That’s how the Union of Soviet Socialist Republics in 1922 came about, with a constitution in 1924 that voluntarily joined together nominally independent republics. It was a compromise with the nationalistic aspirations of ethnic groups suddenly freed from the ‘prison of nations’, Lenin’s famous characterisation of Tsarist Russia. The system featured the promotion of local ethnic languages, culture, cadres, but most importantly ethnic territories had their own administrative structures, educational institutions, and media platforms. Originally, there were four constituent republics. By 1936, further map-making resulted in 11 union republics. Lands taken in the Second World War brought the total to 15 after 1956. The largest, then the Russian Soviet Federative Socialist Republic (RSFSR) and now the Russian Federation, had and still has numerous ethnic sub-divisions and administrative entities.
And therein lies the rub: the republics that constituted the Soviet Union in 1922 and thereafter had the right to secede. Of course, that was a dead-letter provision at the time, but it came to life 70 years later when inanition had mortally weakened the central state. The Soviet Union fractured precisely along those 15 republic lines. That was not a random outcome. It is instead the great irony of Soviet nationalities policy. Lenin’s solving of a nationalities-vs-empire problem in the early years of the Soviet Union became the source of a renewed nationalities-vs-empire problem at the end of the Soviet Union. In contrast, the lesser ethnic-administrative units within the huge RSFSR did not have the paper right or the practical ability to become independent, and they remained within the post-Soviet Russian Federation. Chechnya was the attempted exception that proved the rule.
Moreover, while all the Soviet republics were nationalities-based, there was one important exception: the RSFSR itself. It was quasi-Russian, quasi-Soviet, leaving Russians as the dominant ethnic group in the Soviet Union, but with a confused identity. Were they Soviet? Were they Russian? Were the two identities supposed to be the same?
The shortcomings of managing nationalities in this manner became increasingly obvious inside and outside the Soviet Union. In the late 1970s, French historian Hélène Carrère d’Encausse wrote that ‘of all the problems facing Moscow, the most urgent and the most stubborn is the one raised by the national minorities. And like the Empire that it succeeded, the Soviet State seems incapable of extricating itself from the nationality impasse’.
In 1990, an enraged Alexander Solzhenitsyn fumed about what the Soviet Union had done to Russia. He called for the union’s breakup, with the non-Slavic republics going their own way. He focused on the revitalisation of the medieval notion of Rus’, which he defined as big Russia (Russia), little Russia (Ukraine), white Russia (Belarus’), and a heavily Russianised sliver of Kazakhstan.
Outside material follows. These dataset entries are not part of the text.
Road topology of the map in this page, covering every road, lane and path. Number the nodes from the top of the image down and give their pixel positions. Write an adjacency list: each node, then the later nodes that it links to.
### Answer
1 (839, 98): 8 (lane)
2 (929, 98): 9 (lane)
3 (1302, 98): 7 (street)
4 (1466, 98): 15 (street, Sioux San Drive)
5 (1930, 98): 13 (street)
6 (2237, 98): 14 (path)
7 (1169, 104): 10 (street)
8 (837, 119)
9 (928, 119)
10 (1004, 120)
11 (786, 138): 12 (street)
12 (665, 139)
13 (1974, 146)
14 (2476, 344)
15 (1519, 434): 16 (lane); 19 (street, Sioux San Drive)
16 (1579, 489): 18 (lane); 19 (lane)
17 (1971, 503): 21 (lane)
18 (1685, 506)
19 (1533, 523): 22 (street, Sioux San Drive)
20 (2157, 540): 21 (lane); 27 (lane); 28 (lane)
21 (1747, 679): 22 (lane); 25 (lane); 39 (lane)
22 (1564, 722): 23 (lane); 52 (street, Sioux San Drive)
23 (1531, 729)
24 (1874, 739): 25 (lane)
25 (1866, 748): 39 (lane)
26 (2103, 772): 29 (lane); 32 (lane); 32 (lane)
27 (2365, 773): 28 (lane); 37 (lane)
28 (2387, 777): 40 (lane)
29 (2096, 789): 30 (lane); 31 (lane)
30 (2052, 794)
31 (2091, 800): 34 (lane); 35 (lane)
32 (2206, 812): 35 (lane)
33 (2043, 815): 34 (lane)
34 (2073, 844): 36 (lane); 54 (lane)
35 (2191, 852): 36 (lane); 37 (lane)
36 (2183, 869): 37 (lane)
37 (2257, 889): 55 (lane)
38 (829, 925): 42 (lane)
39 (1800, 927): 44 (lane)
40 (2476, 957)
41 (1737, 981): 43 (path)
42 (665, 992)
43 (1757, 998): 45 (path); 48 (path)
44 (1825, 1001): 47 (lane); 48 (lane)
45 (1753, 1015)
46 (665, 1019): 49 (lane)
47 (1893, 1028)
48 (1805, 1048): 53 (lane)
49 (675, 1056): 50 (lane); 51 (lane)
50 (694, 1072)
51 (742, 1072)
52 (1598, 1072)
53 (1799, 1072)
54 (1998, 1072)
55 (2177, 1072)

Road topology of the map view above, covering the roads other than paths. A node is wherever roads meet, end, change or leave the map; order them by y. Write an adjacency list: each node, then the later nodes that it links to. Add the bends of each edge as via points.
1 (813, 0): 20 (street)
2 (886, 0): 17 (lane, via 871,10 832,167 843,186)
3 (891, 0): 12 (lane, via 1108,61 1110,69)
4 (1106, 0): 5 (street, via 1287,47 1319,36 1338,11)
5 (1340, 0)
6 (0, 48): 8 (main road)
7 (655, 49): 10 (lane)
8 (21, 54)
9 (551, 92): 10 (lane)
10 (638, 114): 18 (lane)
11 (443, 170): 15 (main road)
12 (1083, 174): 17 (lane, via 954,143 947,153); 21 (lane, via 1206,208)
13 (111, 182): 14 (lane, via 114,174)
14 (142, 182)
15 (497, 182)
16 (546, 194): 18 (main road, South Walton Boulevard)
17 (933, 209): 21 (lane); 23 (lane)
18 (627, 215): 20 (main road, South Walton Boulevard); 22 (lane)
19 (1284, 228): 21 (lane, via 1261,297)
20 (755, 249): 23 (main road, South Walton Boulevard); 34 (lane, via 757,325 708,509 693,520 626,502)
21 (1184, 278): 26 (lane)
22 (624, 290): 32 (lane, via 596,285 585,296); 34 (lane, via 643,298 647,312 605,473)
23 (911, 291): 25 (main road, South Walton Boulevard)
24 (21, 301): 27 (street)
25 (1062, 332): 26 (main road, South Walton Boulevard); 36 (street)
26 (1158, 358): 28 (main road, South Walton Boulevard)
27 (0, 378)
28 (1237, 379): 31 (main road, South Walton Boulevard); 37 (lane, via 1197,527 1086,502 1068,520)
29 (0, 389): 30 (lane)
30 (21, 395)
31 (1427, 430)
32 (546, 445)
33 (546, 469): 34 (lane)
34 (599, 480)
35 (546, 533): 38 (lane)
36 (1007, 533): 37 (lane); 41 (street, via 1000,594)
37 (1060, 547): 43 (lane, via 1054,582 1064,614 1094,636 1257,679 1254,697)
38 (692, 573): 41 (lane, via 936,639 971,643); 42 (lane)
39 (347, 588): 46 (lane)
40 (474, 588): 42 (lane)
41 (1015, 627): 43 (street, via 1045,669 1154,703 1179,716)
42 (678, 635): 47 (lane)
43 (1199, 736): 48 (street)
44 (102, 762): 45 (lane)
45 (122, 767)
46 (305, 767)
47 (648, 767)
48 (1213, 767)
And even then, there would still be ‘a hundred’ other peoples within the resulting borders. But he argued that Russia has no strength left for empire and, pointing to the case of Japan, that it didn’t need to be large to prosper. Freeing itself of the 12 non-Russian republics would not weaken Russia; it would strengthen it. Did Russia suffer, he asked, for not having to deal with Poland and Finland as a result of the First World War? No, not at all. And it could do without the rest. As for the non-Slavic ethnic groups within Russia, it was not practical for them to break away without an external border. But those that were on the border should be free to go.
The challenge of empire was visible to all, not just the pundits and the prophets. Journalist David Remnick reported a student at Moscow State University in 1990 saying that ‘the Soviet Union is a great empire, and we are now watching its disintegration… Assuming that by my early thirties I have not been killed in a civil war, I think what will be left will be Russia – the original core territory. And that is what happened to the Roman Empire, isn’t it? It shrank. I just hope that it all happens without haste, and peacefully’.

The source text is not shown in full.